## Directions for this task
A complete, word-for-word restatement of the entries is needed.

(Stored items)
* * * * * * * * *
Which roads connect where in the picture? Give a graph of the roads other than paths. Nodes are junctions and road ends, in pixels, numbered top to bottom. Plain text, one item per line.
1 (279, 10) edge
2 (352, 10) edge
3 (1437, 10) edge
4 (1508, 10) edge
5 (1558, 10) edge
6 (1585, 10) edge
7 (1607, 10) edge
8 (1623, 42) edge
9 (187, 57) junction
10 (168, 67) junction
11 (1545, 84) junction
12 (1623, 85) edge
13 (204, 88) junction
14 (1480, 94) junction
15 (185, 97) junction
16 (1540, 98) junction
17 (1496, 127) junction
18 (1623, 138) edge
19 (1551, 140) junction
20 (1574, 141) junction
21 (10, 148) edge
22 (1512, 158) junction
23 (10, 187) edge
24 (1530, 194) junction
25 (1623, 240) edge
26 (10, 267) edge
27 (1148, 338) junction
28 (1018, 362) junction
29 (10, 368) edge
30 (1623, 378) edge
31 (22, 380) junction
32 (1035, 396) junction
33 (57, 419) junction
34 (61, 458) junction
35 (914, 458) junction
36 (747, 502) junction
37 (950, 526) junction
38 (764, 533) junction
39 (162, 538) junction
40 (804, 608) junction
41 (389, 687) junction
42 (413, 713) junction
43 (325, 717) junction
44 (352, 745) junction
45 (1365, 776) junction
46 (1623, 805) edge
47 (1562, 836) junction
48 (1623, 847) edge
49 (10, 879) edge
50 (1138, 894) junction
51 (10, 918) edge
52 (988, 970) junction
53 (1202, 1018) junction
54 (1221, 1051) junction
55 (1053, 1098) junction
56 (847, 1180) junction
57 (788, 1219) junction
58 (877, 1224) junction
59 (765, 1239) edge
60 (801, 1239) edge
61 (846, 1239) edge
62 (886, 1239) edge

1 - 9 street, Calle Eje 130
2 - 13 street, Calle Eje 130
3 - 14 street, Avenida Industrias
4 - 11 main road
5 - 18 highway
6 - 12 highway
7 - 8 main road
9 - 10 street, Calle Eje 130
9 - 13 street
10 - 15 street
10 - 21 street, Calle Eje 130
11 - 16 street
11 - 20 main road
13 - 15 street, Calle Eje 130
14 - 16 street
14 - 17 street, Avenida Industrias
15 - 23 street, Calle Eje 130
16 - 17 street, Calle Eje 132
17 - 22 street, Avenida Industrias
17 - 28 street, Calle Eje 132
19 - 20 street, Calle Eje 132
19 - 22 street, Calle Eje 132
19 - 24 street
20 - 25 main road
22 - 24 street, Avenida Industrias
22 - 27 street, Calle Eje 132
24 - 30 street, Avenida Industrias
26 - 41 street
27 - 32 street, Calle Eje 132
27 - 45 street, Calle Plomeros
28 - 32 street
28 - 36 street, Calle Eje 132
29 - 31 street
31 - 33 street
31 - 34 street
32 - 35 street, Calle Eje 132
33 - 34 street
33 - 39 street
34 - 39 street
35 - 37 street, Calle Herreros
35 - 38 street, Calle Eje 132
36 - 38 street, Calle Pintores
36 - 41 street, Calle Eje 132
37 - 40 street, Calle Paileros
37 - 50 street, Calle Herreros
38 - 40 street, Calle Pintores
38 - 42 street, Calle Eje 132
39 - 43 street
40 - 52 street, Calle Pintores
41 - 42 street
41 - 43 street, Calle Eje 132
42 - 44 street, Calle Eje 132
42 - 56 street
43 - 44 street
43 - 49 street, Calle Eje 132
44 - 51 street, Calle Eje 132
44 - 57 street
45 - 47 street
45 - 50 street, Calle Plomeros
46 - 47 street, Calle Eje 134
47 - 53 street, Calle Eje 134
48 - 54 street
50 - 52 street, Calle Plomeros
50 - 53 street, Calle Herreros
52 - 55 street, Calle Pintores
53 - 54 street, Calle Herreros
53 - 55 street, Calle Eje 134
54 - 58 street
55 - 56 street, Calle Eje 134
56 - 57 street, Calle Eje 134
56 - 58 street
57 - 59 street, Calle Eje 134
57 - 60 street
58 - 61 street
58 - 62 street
* * * * * * * * *
## Answer box
Which roads connect where in the picture? Give a graph of the roads other than paths. Nodes are junctions and road ends, in pixels, numbered top to bottom. Plain text, one item per line.
1 (279, 10) edge
2 (352, 10) edge
3 (1437, 10) edge
4 (1508, 10) edge
5 (1558, 10) edge
6 (1585, 10) edge
7 (1607, 10) edge
8 (1623, 42) edge
9 (187, 57) junction
10 (168, 67) junction
11 (1545, 84) junction
12 (1623, 85) edge
13 (204, 88) junction
14 (1480, 94) junction
15 (185, 97) junction
16 (1540, 98) junction
17 (1496, 127) junction
18 (1623, 138) edge
19 (1551, 140) junction
20 (1574, 141) junction
21 (10, 148) edge
22 (1512, 158) junction
23 (10, 187) edge
24 (1530, 194) junction
25 (1623, 240) edge
26 (10, 267) edge
27 (1148, 338) junction
28 (1018, 362) junction
29 (10, 368) edge
30 (1623, 378) edge
31 (22, 380) junction
32 (1035, 396) junction
33 (57, 419) junction
34 (61, 458) junction
35 (914, 458) junction
36 (747, 502) junction
37 (950, 526) junction
38 (764, 533) junction
39 (162, 538) junction
40 (804, 608) junction
41 (389, 687) junction
42 (413, 713) junction
43 (325, 717) junction
44 (352, 745) junction
45 (1365, 776) junction
46 (1623, 805) edge
47 (1562, 836) junction
48 (1623, 847) edge
49 (10, 879) edge
50 (1138, 894) junction
51 (10, 918) edge
52 (988, 970) junction
53 (1202, 1018) junction
54 (1221, 1051) junction
55 (1053, 1098) junction
56 (847, 1180) junction
57 (788, 1219) junction
58 (877, 1224) junction
59 (765, 1239) edge
60 (801, 1239) edge
61 (846, 1239) edge
62 (886, 1239) edge

1 - 9 street, Calle Eje 130
2 - 13 street, Calle Eje 130
3 - 14 street, Avenida Industrias
4 - 11 main road
5 - 18 highway
6 - 12 highway
7 - 8 main road
9 - 10 street, Calle Eje 130
9 - 13 street
10 - 15 street
10 - 21 street, Calle Eje 130
11 - 16 street
11 - 20 main road
13 - 15 street, Calle Eje 130
14 - 16 street
14 - 17 street, Avenida Industrias
15 - 23 street, Calle Eje 130
16 - 17 street, Calle Eje 132
17 - 22 street, Avenida Industrias
17 - 28 street, Calle Eje 132
19 - 20 street, Calle Eje 132
19 - 22 street, Calle Eje 132
19 - 24 street
20 - 25 main road
22 - 24 street, Avenida Industrias
22 - 27 street, Calle Eje 132
24 - 30 street, Avenida Industrias
26 - 41 street
27 - 32 street, Calle Eje 132
27 - 45 street, Calle Plomeros
28 - 32 street
28 - 36 street, Calle Eje 132
29 - 31 street
31 - 33 street
31 - 34 street
32 - 35 street, Calle Eje 132
33 - 34 street
33 - 39 street
34 - 39 street
35 - 37 street, Calle Herreros
35 - 38 street, Calle Eje 132
36 - 38 street, Calle Pintores
36 - 41 street, Calle Eje 132
37 - 40 street, Calle Paileros
37 - 50 street, Calle Herreros
38 - 40 street, Calle Pintores
38 - 42 street, Calle Eje 132
39 - 43 street
40 - 52 street, Calle Pintores
41 - 42 street
41 - 43 street, Calle Eje 132
42 - 44 street, Calle Eje 132
42 - 56 street
43 - 44 street
43 - 49 street, Calle Eje 132
44 - 51 street, Calle Eje 132
44 - 57 street
45 - 47 street
45 - 50 street, Calle Plomeros
46 - 47 street, Calle Eje 134
47 - 53 street, Calle Eje 134
48 - 54 street
50 - 52 street, Calle Plomeros
50 - 53 street, Calle Herreros
52 - 55 street, Calle Pintores
53 - 54 street, Calle Herreros
53 - 55 street, Calle Eje 134
54 - 58 street
55 - 56 street, Calle Eje 134
56 - 57 street, Calle Eje 134
56 - 58 street
57 - 59 street, Calle Eje 134
57 - 60 street
58 - 61 street
58 - 62 street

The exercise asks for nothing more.